There is a real safety problem on American roads, and the supply chain is part of the cause.
According to a recent FreightWaves article, there are approximately 100,000 truck crashes annually, resulting in roughly 5,000 fatalities. The problem is growing; there has been a 40 percent increase in deaths over the last 10 years. The odds of being killed by a commercial truck are about 20 times greater than dying in an airline crash.
Not all accidents are the same, but it is the highest profile ones that seem to be steering the general conversation about what can be done to solve this problem.

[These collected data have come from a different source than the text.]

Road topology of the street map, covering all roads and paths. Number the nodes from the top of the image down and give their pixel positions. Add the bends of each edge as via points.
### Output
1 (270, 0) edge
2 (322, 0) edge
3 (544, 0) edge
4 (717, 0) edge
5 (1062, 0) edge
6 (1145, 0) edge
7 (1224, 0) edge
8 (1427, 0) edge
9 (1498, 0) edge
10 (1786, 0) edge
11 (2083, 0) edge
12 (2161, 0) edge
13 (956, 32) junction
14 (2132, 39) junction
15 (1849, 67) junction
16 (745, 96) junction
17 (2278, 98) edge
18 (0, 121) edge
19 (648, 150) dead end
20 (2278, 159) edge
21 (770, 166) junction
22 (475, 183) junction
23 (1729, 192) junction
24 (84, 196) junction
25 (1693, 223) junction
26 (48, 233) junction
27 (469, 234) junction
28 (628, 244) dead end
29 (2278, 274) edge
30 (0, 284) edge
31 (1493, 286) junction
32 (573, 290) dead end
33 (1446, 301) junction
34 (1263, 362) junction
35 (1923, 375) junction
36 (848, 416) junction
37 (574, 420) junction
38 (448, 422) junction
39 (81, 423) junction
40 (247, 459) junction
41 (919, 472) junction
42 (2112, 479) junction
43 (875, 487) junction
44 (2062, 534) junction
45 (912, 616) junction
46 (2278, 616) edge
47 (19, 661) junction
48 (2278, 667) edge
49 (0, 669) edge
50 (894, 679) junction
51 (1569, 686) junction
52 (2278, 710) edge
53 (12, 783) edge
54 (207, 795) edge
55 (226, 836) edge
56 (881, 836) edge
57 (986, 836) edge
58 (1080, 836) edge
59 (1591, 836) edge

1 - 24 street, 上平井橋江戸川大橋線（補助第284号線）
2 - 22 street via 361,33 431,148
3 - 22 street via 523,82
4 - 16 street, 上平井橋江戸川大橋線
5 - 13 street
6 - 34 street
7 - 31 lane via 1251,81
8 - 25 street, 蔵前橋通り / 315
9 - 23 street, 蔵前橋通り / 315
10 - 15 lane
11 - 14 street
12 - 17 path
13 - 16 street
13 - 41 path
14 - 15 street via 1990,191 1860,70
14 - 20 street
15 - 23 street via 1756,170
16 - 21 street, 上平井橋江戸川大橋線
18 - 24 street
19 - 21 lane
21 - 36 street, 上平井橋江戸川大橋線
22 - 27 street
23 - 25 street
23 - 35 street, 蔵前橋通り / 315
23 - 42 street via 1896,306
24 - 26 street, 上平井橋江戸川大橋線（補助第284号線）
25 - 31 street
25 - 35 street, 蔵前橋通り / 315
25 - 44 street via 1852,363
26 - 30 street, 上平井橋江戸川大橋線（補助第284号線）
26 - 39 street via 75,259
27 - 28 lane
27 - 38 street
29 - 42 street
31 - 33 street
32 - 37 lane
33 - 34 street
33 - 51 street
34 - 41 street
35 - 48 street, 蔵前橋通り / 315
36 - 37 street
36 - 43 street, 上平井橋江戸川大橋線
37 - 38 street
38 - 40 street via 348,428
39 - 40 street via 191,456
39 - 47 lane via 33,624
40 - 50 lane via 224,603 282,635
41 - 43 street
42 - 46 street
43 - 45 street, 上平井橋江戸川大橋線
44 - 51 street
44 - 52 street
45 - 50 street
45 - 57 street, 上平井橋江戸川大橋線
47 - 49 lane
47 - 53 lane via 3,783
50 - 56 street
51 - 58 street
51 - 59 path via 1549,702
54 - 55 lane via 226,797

Two of the most notable accidents this year have been caused by questionably licensed drivers, one in Florida that killed a family of three and another in California that also killed three people. These high profile incidents have caused states and the Federal government to start digging into who is getting these licenses and how.
CDL Mills are Churning Out Problem Drivers
If you’ve been following recent headlines about CDLs, you’re probably heard the phrase “CDL mills” used.

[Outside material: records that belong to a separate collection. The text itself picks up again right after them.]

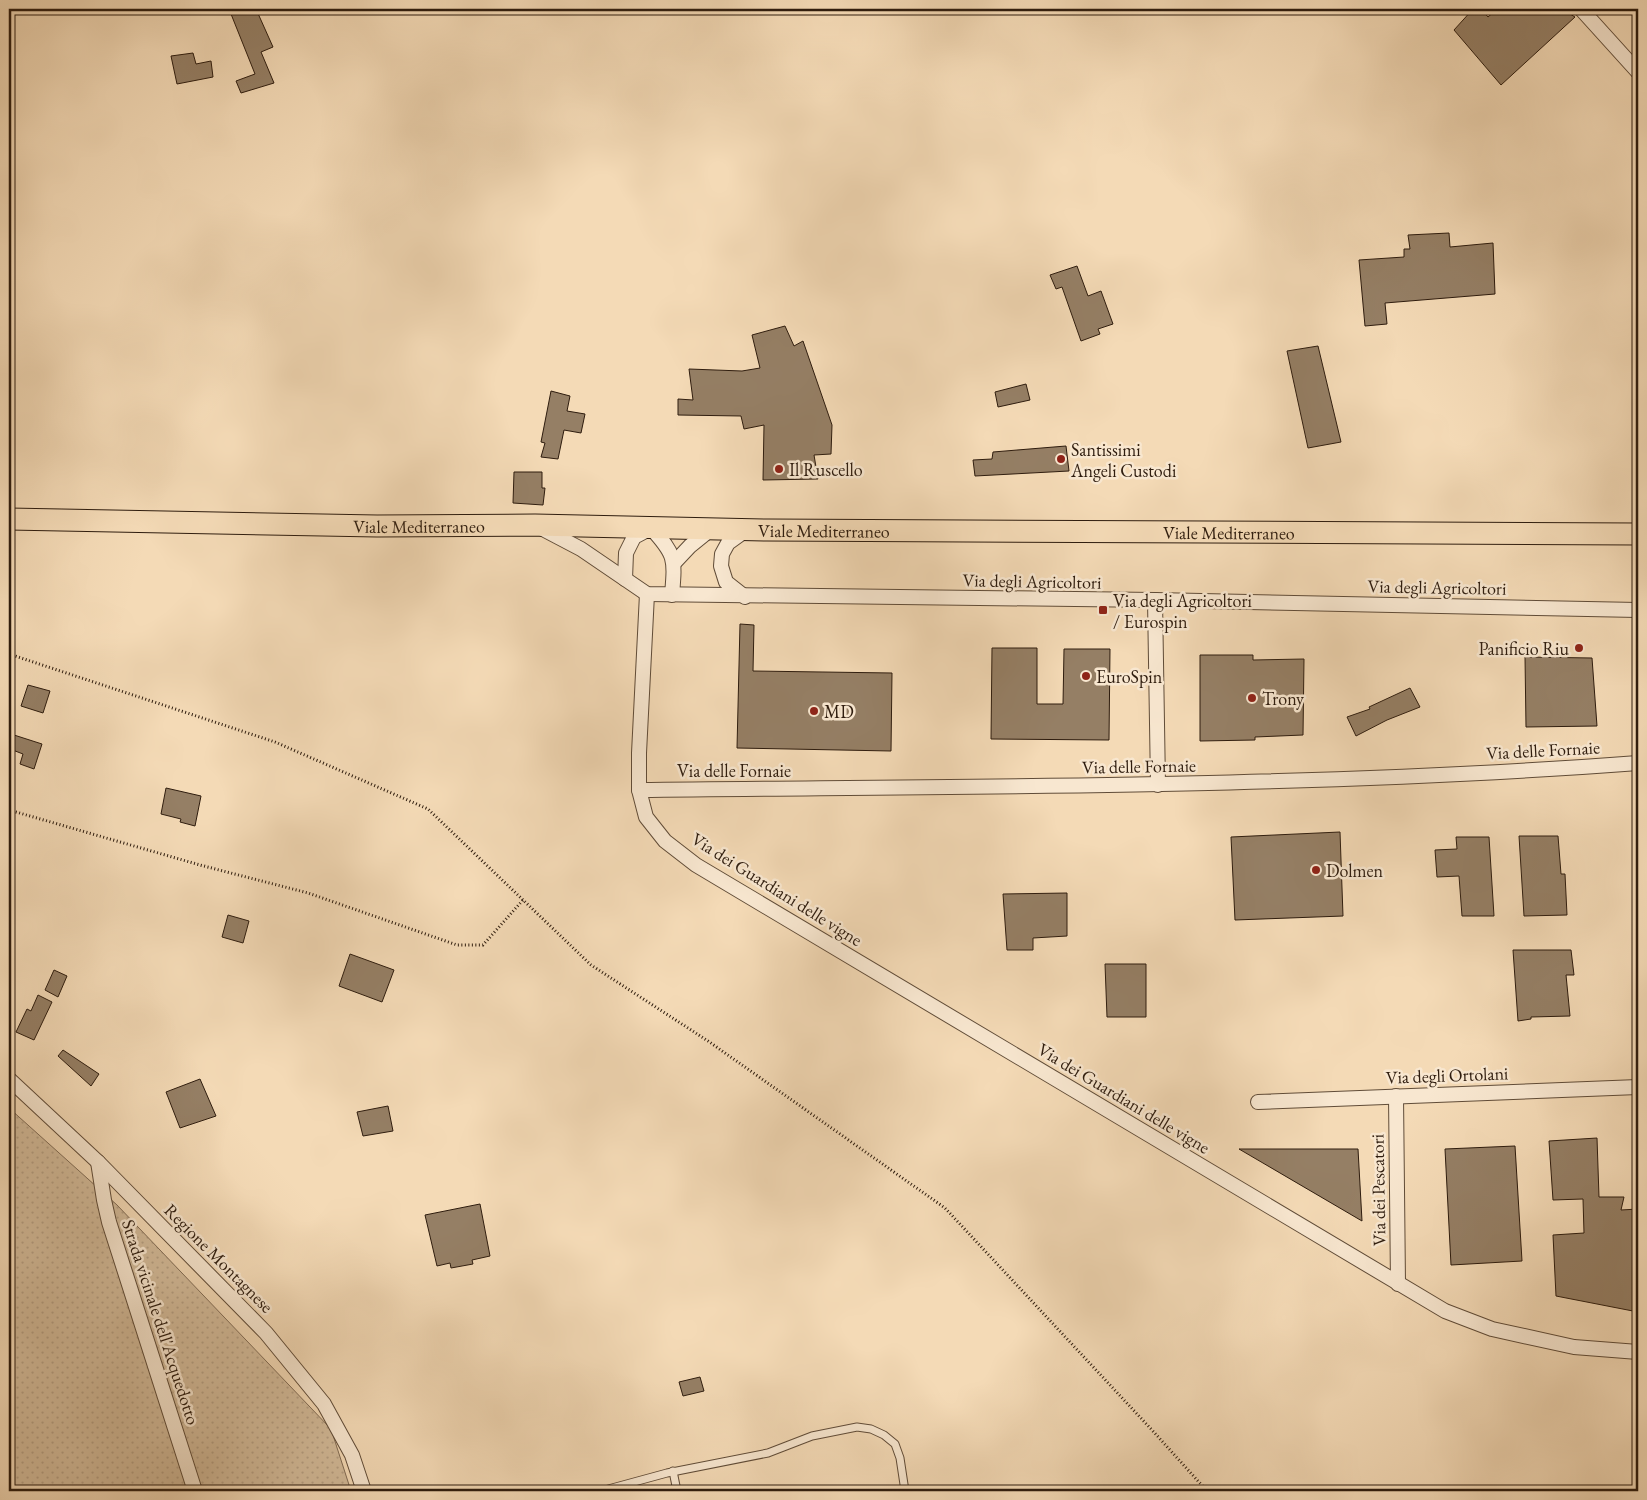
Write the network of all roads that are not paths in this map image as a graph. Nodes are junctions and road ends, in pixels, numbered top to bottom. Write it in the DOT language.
graph roads {
  1 [pos="1581,9"];
  2 [pos="1638,72"];
  3 [pos="9,519"];
  4 [pos="535,525"];
  5 [pos="651,528"];
  6 [pos="712,529"];
  7 [pos="746,530"];
  8 [pos="1638,534"];
  9 [pos="674,563"];
  10 [pos="625,579"];
  11 [pos="648,594"];
  12 [pos="672,594"];
  13 [pos="745,597"];
  14 [pos="1155,600"];
  15 [pos="1638,610"];
  16 [pos="1638,763"];
  17 [pos="1158,785"];
  18 [pos="639,790"];
  19 [pos="9,1079"];
  20 [pos="1638,1087"];
  21 [pos="1396,1096"];
  22 [pos="1258,1102"];
  23 [pos="98,1162"];
  24 [pos="1398,1284"];
  25 [pos="1638,1352"];
  26 [pos="673,1471"];
  27 [pos="195,1491"];
  28 [pos="364,1491"];
  29 [pos="601,1491"];
  30 [pos="677,1491"];
  31 [pos="905,1491"];
  1 -- 2 [label="street"];
  3 -- 4 [label="main road, Viale Mediterraneo"];
  4 -- 5 [label="main road, Viale Mediterraneo"];
  4 -- 10 [label="street"];
  5 -- 6 [label="main road, Viale Mediterraneo"];
  5 -- 9 [label="street"];
  5 -- 10 [label="street"];
  6 -- 7 [label="main road, Viale Mediterraneo"];
  6 -- 9 [label="street"];
  7 -- 8 [label="main road, Viale Mediterraneo"];
  7 -- 13 [label="street"];
  9 -- 12 [label="street"];
  10 -- 11 [label="street"];
  11 -- 12 [label="street, Via degli Agricoltori"];
  11 -- 18 [label="street, Via dei Guardiani delle vigne"];
  12 -- 13 [label="street, Via degli Agricoltori"];
  13 -- 14 [label="street, Via degli Agricoltori"];
  14 -- 15 [label="street, Via degli Agricoltori"];
  14 -- 17 [label="street"];
  16 -- 17 [label="street, Via delle Fornaie"];
  17 -- 18 [label="street, Via delle Fornaie"];
  18 -- 24 [label="street, Via dei Guardiani delle vigne"];
  19 -- 23 [label="street, Regione Montagnese"];
  20 -- 21 [label="street, Via degli Ortolani"];
  21 -- 22 [label="street, Via degli Ortolani"];
  21 -- 24 [label="street, Via dei Pescatori"];
  23 -- 27 [label="street, Strada vicinale dell'Acquedotto"];
  23 -- 28 [label="street, Regione Montagnese"];
  24 -- 25 [label="street, Via dei Guardiani delle vigne"];
  26 -- 29 [label="lane"];
  26 -- 30 [label="lane"];
  26 -- 31 [label="lane"];
}
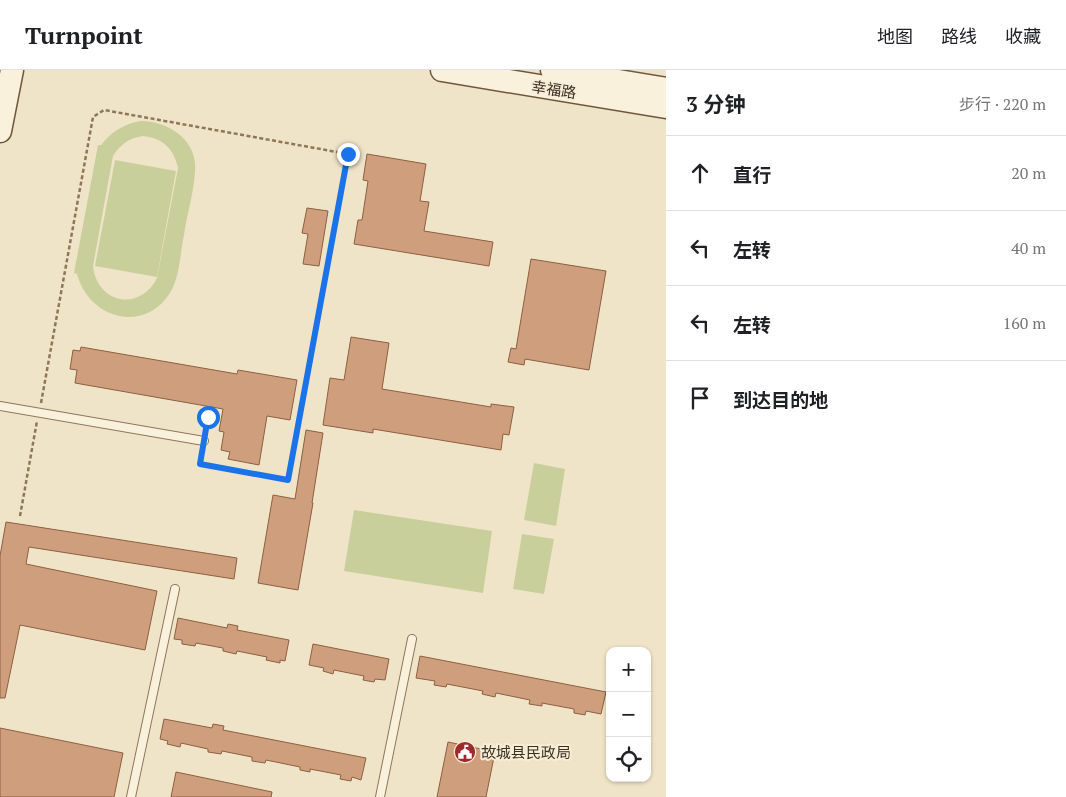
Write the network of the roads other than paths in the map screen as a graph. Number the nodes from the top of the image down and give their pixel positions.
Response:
1 (12, 70) edge
2 (442, 70) edge
3 (552, 70) edge
4 (666, 89) edge
5 (666, 107) edge
6 (0, 131) edge
7 (0, 406) edge
8 (204, 441) road end
9 (175, 589) dead end
10 (412, 639) dead end
11 (131, 797) edge
12 (380, 797) edge

1 - 6 street
2 - 5 street, 幸福路
3 - 4 street, 幸福路
7 - 8 lane
9 - 11 lane
10 - 12 lane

A CDL mill pumps out licensed (but not necessarily qualified) drivers as fast as it can. Put more eloquently by FreightWaves: It refers to operations that exploit regulatory loopholes to rapidly process would-be drivers through minimal training before sending them to obtain their licenses.
These organizations were the unintentional byproduct of a new Federal Entry Level Driver Training (ELDT) regulation that was finalized in 2016 and went into effect in 2022. The 2022 Federal Motor Carrier Safety Administration (FMCSA) change allowed self-certification for CDL trainers.
Although it was meant to cut red tape and address a presumed driver shortage, it led to the creation of 32,000 registered providers offering minimal training in exchange for a CDL.
Traditionally, candidates would attend one of approximately 2,000 state-licensed CDL schools. Now, however, drivers can receive minimal training from one of over 32,000 training providers that operate with very little oversight.
More reputable schools provide over 100 hours of comprehensive training, while self-certified providers may offer as little as a few hours of orientation before sending drivers to obtain their licenses. Some CDL training schools even claim they can get people a license in 24 hours —sometimes by just watching YouTube videos.
But that doesn’t mean that there are not standards that have to be met - it just suggests that trainers are not all meeting them and there is not enough oversight or enforcement.
The Cost of Lowering the Bar on CDL Standards
The rules regarding CDL administration were driven in large part by industry lobbying. Those parties believed that if the government deregulated driver training requirements, it would address their concerns about perpetual driver shortages.
If there is a driver shortage big enough to threaten the movement of freight, and therefore the health of the economy, then you can make a case to lower the standards and make it easier
for more drivers to get their CDLs.
Not everyone agrees about the idea of a shortage, however, and this is important, because recent accidents suggest that CDL standards need to be raised, not lowered.
The American Trucking Association (ATA) has long asserted that there is a driver shortage, but others are not so sure. For instance, the Owner-Operator Independent Drivers Association (OOIDA) believes that claims about there being a driver shortage are false, and the data is on their side.
Studies have confirmed that OOIDA is right: there is no driver shortage. Raising wages is proposed as a fix to draw in new candidates and keep established ones.
The ATA has stressed that they mean ‘qualified’ drivers. ATA President and CEO Chris Spear said, “Qualified means you can speak English, read road signs, understand safety rules, and respect our laws. [...] Qualified means you are not abusing alcohol or using drugs. Qualified means you earned your CDL the right way, not through a rubber-stamped process in a state that looks the other way.”
Unfortunately, a “rubber-stamped process” is exactly what we’ve gotten. Some states and the Federal government had been looking the other way, but with the headlines continuing to reinforce the safety risk presented by underqualified commercial drivers, they can’t do it any longer.
As Craig Fuller, Founder & CEO of FreightWaves said in a video statement, “anyone could get a CDL.” He laments that CDLs have become pieces of paper that mean nothing. Interestingly, he thinks it is just as important that Transportation Secretary Sean Duffy is going after the companies that hire questionable drivers as it is that he is fighting back against the CDL mills themselves.
The current dynamic makes it harder for safe, compliant trucking companies to operate profitably, and that should be the goal: suitable established qualifications, proper enforcement and accountability, and safe sustainable careers that attract responsible drivers.